Hacker News new | past | comments | ask | show | jobs | submit login
Knuth–Morris–Pratt algorithm (wikipedia.org)
117 points by rbcoffee on July 5, 2014 | hide | past | favorite | 47 comments



I've always liked the elegance of this algorithm, fun little example of how you can make things incredibly fast by thinking about your problem.

And a related anecdote: I was interviewing at Apple for a systems development related role (graphics drivers, I think?) and one of the senior-level folks asked me to write strstr on the whiteboard. I started with a naive, working implementation, then he asked me how I'd optimize it. I said 'knuth morris pratt' and gave a basic overview of the algorithm and explained how it's faster.

He insisted the algorithm couldn't possibly work. I spent a few more minutes trying to explain it, but I couldn't convince him. The dark magic of efficient string searches evades us all sometimes, I suppose. I always like coming away from an interview feeling like I learned something, so I hope he googled the algorithm later. :-)


There's some interesting theoretical work that was done by Srinivas in the 90s[1], that takes a geometric view of pattern matching, based on sheaves, and uses it to derive a generalized version of KMP that can be applied in other domains. I'm not sure what happened to this research program, and forget most of the details, but I heard a talk by Srinivas and recall thinking it was a very practical and real application of category theory.

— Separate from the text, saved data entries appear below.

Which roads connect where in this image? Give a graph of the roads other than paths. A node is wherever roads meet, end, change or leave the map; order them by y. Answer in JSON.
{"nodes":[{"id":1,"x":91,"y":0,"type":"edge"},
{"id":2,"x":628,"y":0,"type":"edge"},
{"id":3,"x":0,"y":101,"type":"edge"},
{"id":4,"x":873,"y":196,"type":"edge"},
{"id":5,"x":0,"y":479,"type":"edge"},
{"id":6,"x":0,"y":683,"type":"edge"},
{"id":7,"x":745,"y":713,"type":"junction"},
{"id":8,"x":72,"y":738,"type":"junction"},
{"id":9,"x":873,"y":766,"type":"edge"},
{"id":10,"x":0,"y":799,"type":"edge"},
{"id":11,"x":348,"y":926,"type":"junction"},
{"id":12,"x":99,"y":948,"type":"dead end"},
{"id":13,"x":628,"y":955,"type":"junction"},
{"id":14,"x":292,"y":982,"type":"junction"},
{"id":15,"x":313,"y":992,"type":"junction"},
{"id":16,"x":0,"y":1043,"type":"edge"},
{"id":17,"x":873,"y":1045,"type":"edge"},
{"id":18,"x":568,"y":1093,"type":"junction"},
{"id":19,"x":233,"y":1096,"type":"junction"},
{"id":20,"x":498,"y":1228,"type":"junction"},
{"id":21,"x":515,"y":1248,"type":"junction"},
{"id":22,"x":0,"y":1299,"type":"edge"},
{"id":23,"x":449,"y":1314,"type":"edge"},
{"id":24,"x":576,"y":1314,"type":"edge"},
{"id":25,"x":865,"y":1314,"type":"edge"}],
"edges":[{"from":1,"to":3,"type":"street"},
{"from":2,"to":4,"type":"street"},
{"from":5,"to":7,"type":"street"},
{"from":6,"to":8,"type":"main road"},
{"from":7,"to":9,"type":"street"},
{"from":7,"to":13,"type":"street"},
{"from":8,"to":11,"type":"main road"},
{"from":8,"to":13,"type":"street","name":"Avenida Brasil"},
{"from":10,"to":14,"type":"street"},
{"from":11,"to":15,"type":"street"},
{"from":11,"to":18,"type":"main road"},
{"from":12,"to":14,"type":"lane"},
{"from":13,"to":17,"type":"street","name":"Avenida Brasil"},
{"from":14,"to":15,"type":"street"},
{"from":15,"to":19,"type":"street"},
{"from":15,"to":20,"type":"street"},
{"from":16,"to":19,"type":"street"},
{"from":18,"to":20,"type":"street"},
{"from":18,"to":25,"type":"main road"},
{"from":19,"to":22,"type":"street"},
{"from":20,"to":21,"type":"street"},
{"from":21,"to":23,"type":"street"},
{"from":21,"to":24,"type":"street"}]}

[1] http://www.sciencedirect.com/science/article/pii/03043975939...


That's the risk with interview questions, that the candidate suggests a better solution that the interviewer anticipated. Leaving the interviewer with the task of ascertaining whether the solution is correct.

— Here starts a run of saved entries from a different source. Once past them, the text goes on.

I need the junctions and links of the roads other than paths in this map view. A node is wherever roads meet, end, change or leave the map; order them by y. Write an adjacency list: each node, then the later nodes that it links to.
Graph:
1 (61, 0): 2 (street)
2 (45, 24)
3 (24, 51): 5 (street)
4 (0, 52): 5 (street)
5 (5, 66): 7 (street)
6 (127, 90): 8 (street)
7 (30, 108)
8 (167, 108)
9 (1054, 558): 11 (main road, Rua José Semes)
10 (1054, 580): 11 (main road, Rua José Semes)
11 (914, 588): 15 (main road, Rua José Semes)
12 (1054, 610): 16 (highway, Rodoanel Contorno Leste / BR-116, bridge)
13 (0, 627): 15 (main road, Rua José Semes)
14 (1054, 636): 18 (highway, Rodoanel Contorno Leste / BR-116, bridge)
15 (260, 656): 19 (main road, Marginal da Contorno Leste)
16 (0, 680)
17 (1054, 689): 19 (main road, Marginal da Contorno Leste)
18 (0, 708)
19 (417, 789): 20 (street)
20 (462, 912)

I love to be surprised like that in interviews, let me tell you. Makes my decision much easier.


> Makes my decision much easier.

You didn't say which way, I've worked with and for people who wouldn't hire someone smarter than them, the human psyche is a dark place.

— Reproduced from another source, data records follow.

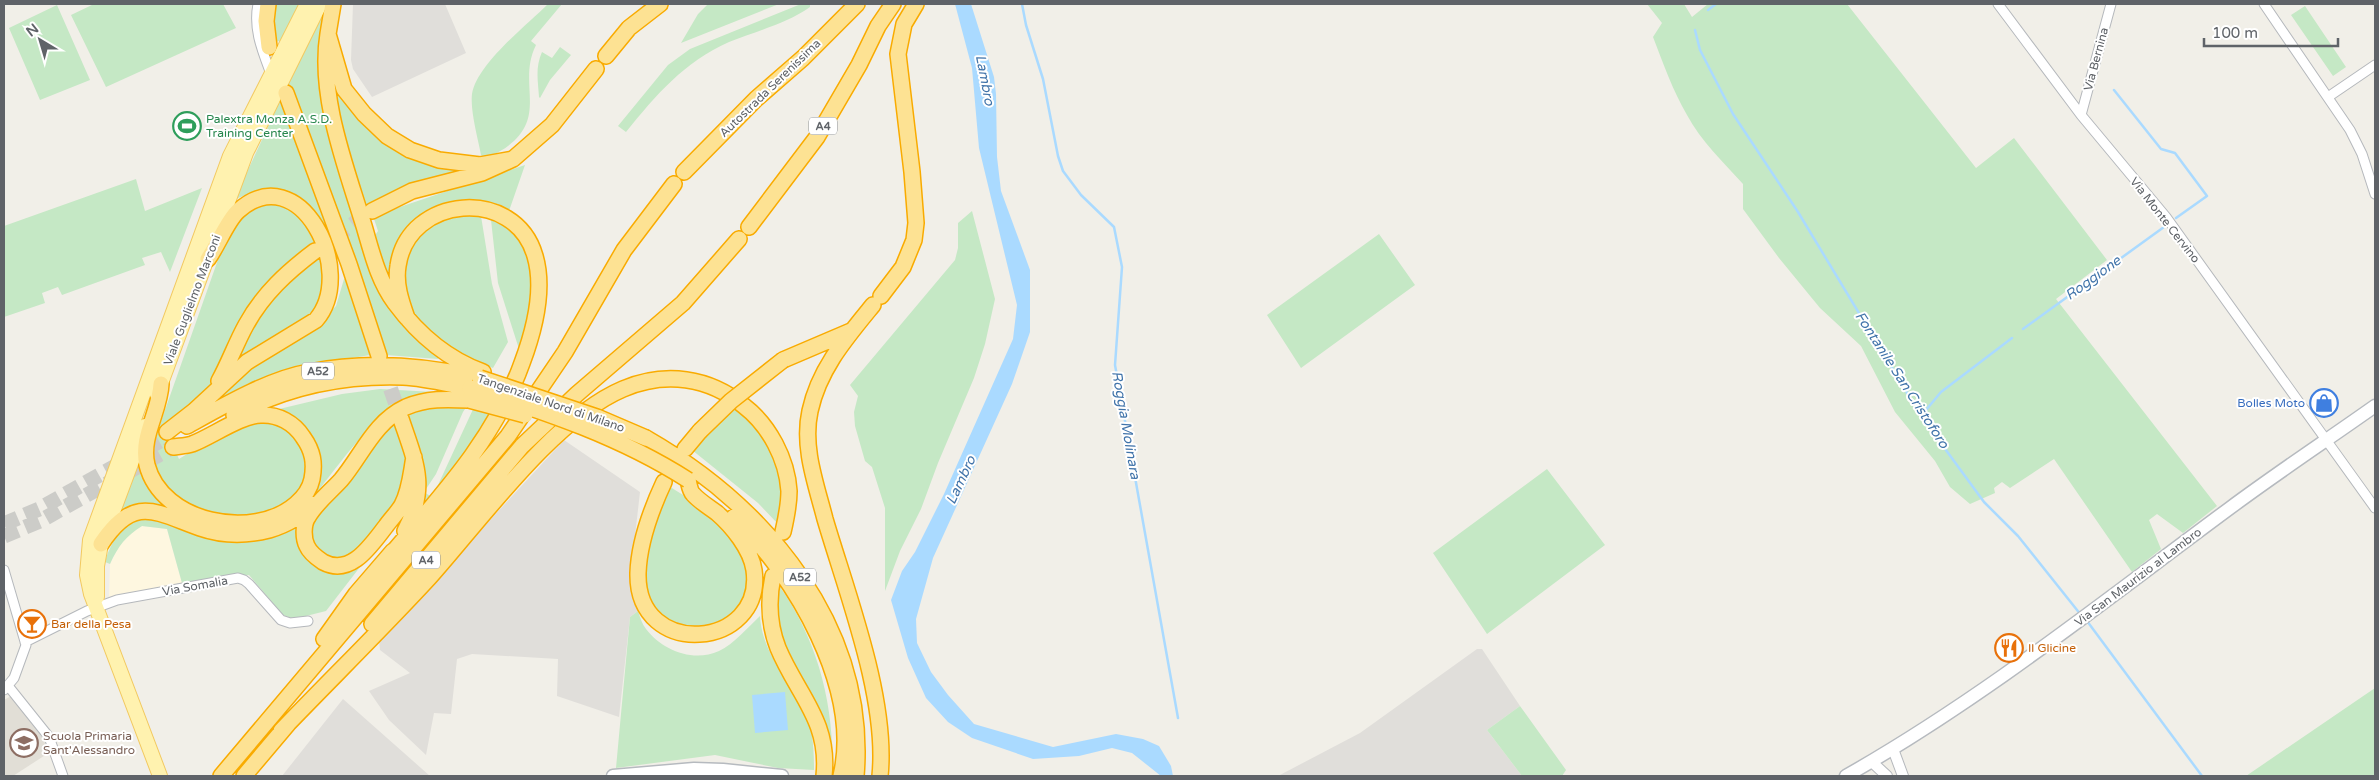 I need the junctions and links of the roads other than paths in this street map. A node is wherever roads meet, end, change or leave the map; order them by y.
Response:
1 (258, 4) edge
2 (268, 4) edge
3 (307, 4) edge
4 (320, 4) edge
5 (333, 4) edge
6 (660, 4) edge
7 (857, 4) edge
8 (894, 4) edge
9 (1998, 4) edge
10 (2111, 4) edge
11 (2264, 4) edge
12 (915, 5) edge
13 (328, 34) junction
14 (269, 47) dead end
15 (606, 56) dead end
16 (2375, 65) edge
17 (596, 69) dead end
18 (271, 74) junction
19 (286, 94) dead end
20 (2328, 97) junction
21 (2081, 115) junction
22 (513, 159) junction
23 (684, 172) dead end
24 (674, 184) dead end
25 (2375, 194) edge
26 (372, 211) tunnel mouth
27 (749, 227) dead end
28 (739, 239) dead end
29 (343, 249) junction
30 (315, 250) tunnel mouth
31 (208, 259) junction
32 (321, 314) junction
33 (407, 318) junction
34 (852, 330) junction
35 (379, 356) tunnel mouth
36 (161, 384) junction
37 (476, 384) junction
38 (208, 399) junction
39 (2375, 406) edge
40 (401, 419) tunnel mouth
41 (170, 438) junction
42 (2327, 440) junction
43 (686, 449) dead end
44 (357, 455) junction
45 (414, 457) junction
46 (664, 482) dead end
47 (690, 487) junction
48 (2375, 508) edge
49 (783, 532) dead end
50 (101, 544) junction
51 (388, 558) junction
52 (4, 570) edge
53 (772, 576) dead end
54 (96, 607) junction
55 (308, 622) dead end
56 (25, 642) junction
57 (6, 688) edge
58 (272, 715) junction
59 (281, 731) junction
60 (1893, 749) junction
61 (1872, 762) junction
62 (63, 776) edge
63 (160, 776) edge
64 (221, 776) edge
65 (244, 776) edge
66 (613, 776) edge
67 (782, 776) edge
68 (824, 776) edge
69 (841, 776) edge
70 (856, 776) edge
71 (880, 776) edge
72 (1846, 776) edge
73 (1887, 776) edge
74 (1903, 776) edge

1 - 18 street
2 - 14 highway
3 - 18 main road, Viale Guglielmo Marconi
4 - 31 main road, Viale Guglielmo Marconi
5 - 13 highway
6 - 15 highway
7 - 23 highway, Autostrada Serenissima
8 - 27 highway, A4
9 - 21 street, Via Monte Cervino
10 - 21 street, Via Bernina
11 - 20 street
12 - 34 highway
13 - 22 highway
13 - 33 highway
16 - 20 street
17 - 22 highway
18 - 54 main road, Viale Guglielmo Marconi
19 - 29 highway
20 - 25 street
21 - 42 street, Via Monte Cervino
22 - 26 highway
24 - 58 highway, A4
28 - 59 highway, A4
29 - 32 highway
29 - 35 highway
30 - 38 highway
31 - 32 highway
31 - 36 main road, Viale Guglielmo Marconi
32 - 38 highway
33 - 37 highway
33 - 51 highway
34 - 43 highway, bridge
34 - 71 highway
36 - 41 highway
36 - 50 main road, Viale Guglielmo Marconi
37 - 41 highway, Tangenziale Nord di Milano / A52
37 - 44 highway
37 - 47 highway, Tangenziale Nord di Milano / A52, bridge
37 - 70 highway, Tangenziale Nord di Milano / A52, bridge
38 - 41 highway
39 - 42 main road, Via San Maurizio al Lambro
40 - 45 highway
42 - 48 street, Via Monte Cervino
42 - 60 main road, Via San Maurizio al Lambro
44 - 45 highway
44 - 50 highway
45 - 51 highway
46 - 47 highway
47 - 69 highway, Tangenziale Nord di Milano / A52
49 - 59 highway
50 - 54 main road, Viale Guglielmo Marconi
51 - 58 highway
52 - 56 street
53 - 68 highway
54 - 55 street, Via Somalia
54 - 56 street
54 - 63 main road, Viale Guglielmo Marconi
56 - 57 street
57 - 62 street
58 - 64 highway, A4
59 - 65 highway, A4
60 - 61 main road, Via San Maurizio al Lambro
60 - 74 street
61 - 72 main road, Via San Maurizio al Lambro
61 - 73 street
66 - 67 main road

That's true. On other hand, it's just for the interviewees own good - you don't want to work with people like that ;) except from megacorps with hundreds and thousands of devs


This story is borderline baffling, though. If you flat out named the algorithm and it contains a famous name like Knuth, that should be good enough to go. That you may not have all of the points of it memorized is irrelevant.

Now, if you name a very obscurely named algorithm, that is one thing. But seriously, Knuth!? Is anyone involved with optimizations and serious algorithm design not aware of that name?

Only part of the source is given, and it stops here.